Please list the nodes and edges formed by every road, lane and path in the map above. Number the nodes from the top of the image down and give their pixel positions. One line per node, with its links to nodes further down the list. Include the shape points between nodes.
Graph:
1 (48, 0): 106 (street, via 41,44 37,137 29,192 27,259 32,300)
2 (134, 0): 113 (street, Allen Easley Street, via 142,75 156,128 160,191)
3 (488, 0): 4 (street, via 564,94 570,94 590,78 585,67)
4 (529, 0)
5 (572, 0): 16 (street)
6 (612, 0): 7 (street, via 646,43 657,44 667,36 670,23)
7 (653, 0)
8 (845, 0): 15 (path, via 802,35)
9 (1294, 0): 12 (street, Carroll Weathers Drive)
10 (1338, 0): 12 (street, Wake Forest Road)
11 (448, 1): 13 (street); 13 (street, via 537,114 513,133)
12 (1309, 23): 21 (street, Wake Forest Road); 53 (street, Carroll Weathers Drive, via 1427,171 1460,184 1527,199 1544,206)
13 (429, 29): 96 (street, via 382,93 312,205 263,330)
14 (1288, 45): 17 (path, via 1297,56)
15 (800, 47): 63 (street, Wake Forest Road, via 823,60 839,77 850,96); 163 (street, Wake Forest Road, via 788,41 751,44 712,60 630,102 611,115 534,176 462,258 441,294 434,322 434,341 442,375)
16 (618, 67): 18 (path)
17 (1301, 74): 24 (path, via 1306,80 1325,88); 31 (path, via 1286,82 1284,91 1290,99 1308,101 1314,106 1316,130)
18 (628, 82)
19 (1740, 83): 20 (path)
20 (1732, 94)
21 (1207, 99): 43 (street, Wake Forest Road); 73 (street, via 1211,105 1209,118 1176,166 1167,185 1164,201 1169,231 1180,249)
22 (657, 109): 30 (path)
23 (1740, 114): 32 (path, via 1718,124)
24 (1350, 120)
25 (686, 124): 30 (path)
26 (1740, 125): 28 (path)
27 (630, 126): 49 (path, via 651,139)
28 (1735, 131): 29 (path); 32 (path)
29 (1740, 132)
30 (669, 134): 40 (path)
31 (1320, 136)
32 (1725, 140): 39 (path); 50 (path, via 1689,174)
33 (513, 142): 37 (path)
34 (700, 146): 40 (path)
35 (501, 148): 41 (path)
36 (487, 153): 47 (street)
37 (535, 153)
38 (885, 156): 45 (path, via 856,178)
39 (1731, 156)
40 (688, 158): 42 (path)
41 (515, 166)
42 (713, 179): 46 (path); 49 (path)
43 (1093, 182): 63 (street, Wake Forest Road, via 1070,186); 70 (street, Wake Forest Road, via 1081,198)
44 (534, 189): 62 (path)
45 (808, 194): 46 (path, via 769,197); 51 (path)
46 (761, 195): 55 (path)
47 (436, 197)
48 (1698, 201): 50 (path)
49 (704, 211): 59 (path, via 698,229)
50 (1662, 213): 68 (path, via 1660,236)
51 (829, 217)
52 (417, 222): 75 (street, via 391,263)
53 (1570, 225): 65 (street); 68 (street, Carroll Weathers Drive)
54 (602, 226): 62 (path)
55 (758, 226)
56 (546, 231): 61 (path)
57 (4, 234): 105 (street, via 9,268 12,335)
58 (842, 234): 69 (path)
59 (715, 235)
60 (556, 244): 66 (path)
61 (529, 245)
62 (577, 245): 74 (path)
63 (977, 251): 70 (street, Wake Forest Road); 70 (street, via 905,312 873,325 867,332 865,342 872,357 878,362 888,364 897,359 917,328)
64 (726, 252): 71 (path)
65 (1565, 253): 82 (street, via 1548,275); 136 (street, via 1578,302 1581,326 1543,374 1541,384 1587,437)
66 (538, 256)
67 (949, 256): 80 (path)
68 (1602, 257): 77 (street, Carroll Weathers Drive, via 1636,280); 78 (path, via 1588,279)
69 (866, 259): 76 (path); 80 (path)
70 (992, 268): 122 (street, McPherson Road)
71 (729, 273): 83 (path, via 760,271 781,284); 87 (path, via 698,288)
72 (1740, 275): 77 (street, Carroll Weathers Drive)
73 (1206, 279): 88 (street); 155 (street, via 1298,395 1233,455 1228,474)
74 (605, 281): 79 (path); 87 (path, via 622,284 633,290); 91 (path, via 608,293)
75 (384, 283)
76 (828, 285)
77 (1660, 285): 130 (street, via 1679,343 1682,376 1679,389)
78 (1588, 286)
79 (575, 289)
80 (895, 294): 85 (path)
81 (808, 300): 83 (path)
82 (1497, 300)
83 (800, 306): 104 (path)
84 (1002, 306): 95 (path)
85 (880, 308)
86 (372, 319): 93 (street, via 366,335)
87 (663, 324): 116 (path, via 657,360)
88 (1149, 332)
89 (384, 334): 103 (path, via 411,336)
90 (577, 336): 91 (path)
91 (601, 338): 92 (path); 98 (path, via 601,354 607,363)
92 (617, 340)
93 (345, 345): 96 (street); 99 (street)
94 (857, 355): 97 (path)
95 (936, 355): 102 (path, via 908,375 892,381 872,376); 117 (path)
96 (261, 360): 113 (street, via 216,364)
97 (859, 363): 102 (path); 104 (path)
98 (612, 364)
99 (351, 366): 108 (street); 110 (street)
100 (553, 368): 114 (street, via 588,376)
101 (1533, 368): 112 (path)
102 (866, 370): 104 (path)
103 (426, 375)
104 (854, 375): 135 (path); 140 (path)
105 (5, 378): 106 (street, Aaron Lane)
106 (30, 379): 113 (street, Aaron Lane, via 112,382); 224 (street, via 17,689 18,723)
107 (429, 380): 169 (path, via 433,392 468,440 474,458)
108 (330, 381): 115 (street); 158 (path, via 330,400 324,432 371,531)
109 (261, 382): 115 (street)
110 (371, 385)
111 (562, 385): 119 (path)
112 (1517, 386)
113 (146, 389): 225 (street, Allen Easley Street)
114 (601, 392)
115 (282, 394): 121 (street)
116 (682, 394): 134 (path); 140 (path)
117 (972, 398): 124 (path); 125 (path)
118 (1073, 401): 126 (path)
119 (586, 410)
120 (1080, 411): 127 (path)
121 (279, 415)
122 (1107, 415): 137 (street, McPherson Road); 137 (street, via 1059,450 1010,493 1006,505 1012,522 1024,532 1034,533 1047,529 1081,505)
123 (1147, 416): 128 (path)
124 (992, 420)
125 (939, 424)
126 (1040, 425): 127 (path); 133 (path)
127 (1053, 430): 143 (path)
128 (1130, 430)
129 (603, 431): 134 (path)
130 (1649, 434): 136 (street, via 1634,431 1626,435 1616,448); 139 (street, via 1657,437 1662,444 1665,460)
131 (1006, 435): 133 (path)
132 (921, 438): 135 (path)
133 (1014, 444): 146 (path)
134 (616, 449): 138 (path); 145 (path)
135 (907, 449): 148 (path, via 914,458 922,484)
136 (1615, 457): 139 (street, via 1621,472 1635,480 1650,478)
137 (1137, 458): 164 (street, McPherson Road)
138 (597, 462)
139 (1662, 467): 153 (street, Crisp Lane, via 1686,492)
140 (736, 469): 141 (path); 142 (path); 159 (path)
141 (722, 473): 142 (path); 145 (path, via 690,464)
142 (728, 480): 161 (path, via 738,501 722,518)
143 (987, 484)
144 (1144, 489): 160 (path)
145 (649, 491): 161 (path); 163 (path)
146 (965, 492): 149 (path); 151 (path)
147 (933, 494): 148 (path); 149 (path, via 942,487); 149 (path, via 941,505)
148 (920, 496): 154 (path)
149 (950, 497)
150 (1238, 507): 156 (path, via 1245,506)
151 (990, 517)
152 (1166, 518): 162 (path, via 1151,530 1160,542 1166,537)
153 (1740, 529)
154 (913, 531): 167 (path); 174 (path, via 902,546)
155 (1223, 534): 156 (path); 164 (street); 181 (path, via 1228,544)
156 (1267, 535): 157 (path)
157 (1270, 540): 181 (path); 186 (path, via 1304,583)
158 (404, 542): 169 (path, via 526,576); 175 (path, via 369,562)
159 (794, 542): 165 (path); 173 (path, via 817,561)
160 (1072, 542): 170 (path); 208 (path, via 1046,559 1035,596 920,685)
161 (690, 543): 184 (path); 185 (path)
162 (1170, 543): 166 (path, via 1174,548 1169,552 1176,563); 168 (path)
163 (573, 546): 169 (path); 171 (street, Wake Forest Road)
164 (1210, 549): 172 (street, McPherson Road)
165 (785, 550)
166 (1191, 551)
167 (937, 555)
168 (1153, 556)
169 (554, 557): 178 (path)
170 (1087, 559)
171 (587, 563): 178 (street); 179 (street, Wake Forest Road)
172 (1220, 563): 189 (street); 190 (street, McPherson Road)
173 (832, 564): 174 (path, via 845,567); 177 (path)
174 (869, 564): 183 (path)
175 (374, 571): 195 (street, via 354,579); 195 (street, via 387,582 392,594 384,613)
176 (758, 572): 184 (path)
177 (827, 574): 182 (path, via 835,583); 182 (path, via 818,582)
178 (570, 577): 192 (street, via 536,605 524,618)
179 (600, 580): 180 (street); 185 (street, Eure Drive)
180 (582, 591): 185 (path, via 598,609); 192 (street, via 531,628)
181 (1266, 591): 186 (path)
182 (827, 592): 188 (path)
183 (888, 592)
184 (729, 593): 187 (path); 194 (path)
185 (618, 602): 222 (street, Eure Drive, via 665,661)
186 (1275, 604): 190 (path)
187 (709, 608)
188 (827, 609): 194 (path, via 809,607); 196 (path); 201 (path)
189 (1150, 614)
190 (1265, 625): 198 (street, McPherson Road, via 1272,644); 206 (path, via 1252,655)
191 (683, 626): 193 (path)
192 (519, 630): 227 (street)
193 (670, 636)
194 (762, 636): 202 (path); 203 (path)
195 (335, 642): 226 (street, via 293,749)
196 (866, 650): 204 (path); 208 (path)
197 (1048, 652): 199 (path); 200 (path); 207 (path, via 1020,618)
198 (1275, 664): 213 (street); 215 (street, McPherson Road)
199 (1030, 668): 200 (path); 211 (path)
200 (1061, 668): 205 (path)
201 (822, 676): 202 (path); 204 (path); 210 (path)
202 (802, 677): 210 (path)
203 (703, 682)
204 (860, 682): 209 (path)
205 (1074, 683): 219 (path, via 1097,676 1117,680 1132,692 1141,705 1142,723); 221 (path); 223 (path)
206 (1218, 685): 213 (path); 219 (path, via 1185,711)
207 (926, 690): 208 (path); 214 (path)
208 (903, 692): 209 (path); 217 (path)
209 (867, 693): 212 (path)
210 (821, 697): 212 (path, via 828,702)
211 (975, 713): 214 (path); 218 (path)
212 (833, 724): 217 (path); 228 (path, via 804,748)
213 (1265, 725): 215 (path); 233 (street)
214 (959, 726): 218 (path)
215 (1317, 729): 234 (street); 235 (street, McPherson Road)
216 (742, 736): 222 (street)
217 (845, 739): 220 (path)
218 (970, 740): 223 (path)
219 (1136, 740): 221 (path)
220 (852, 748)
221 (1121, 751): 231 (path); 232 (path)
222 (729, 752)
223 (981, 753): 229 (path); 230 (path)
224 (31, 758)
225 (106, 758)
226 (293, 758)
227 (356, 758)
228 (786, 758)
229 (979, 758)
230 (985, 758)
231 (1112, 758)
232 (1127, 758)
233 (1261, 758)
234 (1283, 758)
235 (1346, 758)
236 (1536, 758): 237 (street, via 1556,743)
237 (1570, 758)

───

#### WHAT IS REQUIRED
Pull out all lines from the entries above in which the word "Allen" appears.

#### ANSWER BELOW
2 (134, 0): 113 (street, Allen Easley Street, via 142,75 156,128 160,191)
113 (146, 389): 225 (street, Allen Easley Street)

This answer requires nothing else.